Image warping computation layer: optical flow predicted by pyramid l +1 layer through image distortion layer^l+1Second input feature map of I layer after 2 times of upsampling

Performing a light stream distortion to obtain

Make it closer to the first feature map, and the lowest layer l₆Is set to 0. This algorithmThe method can improve certain geometric distortion, overcome the influence of large displacement movement and shielding on optical flow estimation, and enable input to be smoother.

Matching cost calculation layer: and the matching cost calculation layer matches the two processed feature maps with associated pixels.
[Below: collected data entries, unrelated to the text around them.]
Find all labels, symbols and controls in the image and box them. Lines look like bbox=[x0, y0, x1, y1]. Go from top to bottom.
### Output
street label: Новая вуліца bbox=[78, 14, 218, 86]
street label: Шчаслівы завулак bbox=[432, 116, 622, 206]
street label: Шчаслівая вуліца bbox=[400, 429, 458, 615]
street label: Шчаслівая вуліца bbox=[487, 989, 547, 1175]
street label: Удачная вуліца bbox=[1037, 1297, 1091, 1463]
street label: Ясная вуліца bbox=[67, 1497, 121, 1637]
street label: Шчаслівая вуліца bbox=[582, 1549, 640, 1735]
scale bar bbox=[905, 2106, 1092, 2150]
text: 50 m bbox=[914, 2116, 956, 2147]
PWC-Net proposes a new matching cost calculation method, and defines the correlation between the first graph and the distorted second graph as the matching cost. The matching cost calculation formula of the feature graph pair similar convolution operation is as follows:

in formula (1), T is the transpose operation and N is the column vector

The number of the cells. To avoid too large a calculation amount, the calculation method sets the limiting parameter d such that | x1-x2_∞D is less than or equal to d. Since the movement of one pixel of the top pyramid corresponds to the full resolution image 2^L-1The pixel shift, d of each layer of pyramid will scale down. The image distortion layer and the matching cost calculation layer are calculation layers, and weight parameters do not need to be trained, so that the size and the parameter quantity of the model are reduced.
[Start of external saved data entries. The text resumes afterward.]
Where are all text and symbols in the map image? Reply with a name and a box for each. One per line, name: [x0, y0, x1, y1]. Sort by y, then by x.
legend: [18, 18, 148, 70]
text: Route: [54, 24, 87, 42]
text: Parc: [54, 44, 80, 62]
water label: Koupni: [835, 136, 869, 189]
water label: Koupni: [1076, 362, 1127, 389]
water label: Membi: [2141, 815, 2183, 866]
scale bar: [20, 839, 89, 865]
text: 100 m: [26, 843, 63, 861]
Decoupling the improved optical flow estimation layer: the input to the optical flow estimation layer is the matching cost corr, the first image x₁And flow of sampling result on the optical flow prediction graph of the previous layer^lThe output is the optical flow prediction graph of the current layer and the partial weight of the optical flow prediction of the previous layer. The infrastructure of this layer refers to the sub-structure PWC-Net-s of PWC-Net, which reduces the residual structure in the conventional structure. And 5 depth separable convolution structures replace the conventional convolution in the original structure, each depth separable convolution structure reference is composed of a depth separable convolution layer, a BN layer and a LeakyReLU layer, and the preposed BN layer and the ReLU layer can transfer the gradient of a deep layer to an arbitrary shallow layer when propagating reversely, so that the depth separable principle is shown in a schematic diagram 3. No matter the parameters are small, the gradient disappears. Conventional convolutional layers are decoupled intoThe depth separable convolutional layer can greatly reduce the parameter quantity of the model, and meanwhile, the expression capability of the optical flow estimation layer is kept. Depth separable convolutional layers in a network are shown below.
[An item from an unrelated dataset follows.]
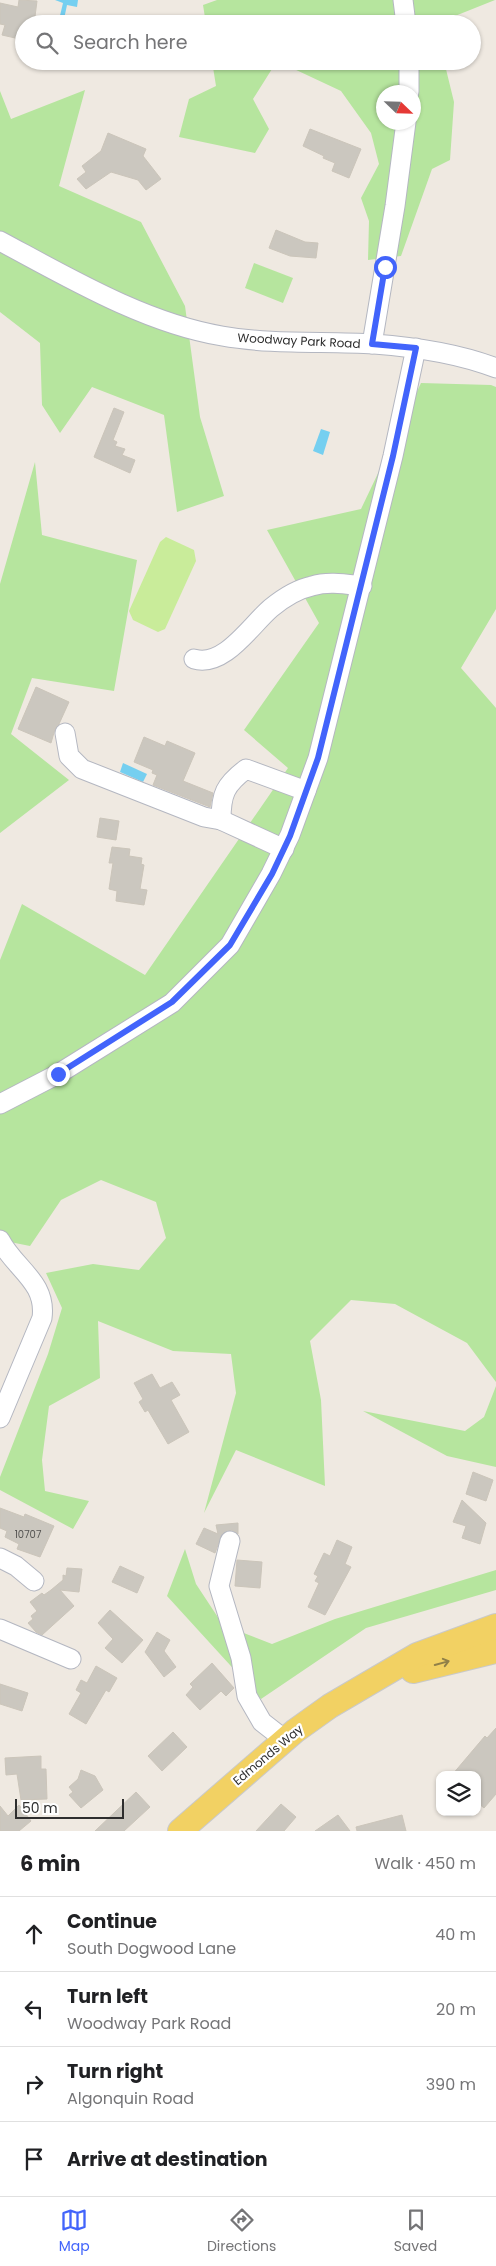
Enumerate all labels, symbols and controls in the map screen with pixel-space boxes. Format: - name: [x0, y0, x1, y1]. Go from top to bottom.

Pyramid-structured improved optical flow estimation layer: in the network structure of the PWC-Net-s low-layer pyramid, the data volume of the characteristics and the parameter quantity caused by down-sampling is small, and the error can not be converged to a lower level all the time. When such optical flow prediction data is used for training input in an upper network and the weight of information is too high, it becomes an interference term in the later stage of convergence of the network, which becomes a factor that prevents the network from converging to a lower value. Therefore, the text network adds a pyramid-based weighting coefficient of the layer number l to the input used for upper network training_σ：

output^l＝net(input^l)+l×σ×flow^l-1 (7)

As shown in fig. 1, the weight of the result obtained after upsampling the previous optical flow of the input and output is increased along with the increase of the pyramid layer number. The weight coefficient σ is calculated as follows:

σ＝k×U (8)

u is the average endpoint error value of the layer 0 optical flow prediction data after training with the previous training data set, k is a constant, and k is an empirical value of 1.1. The input and output of the first data light collecting flow estimating layer are the same as those in the literature.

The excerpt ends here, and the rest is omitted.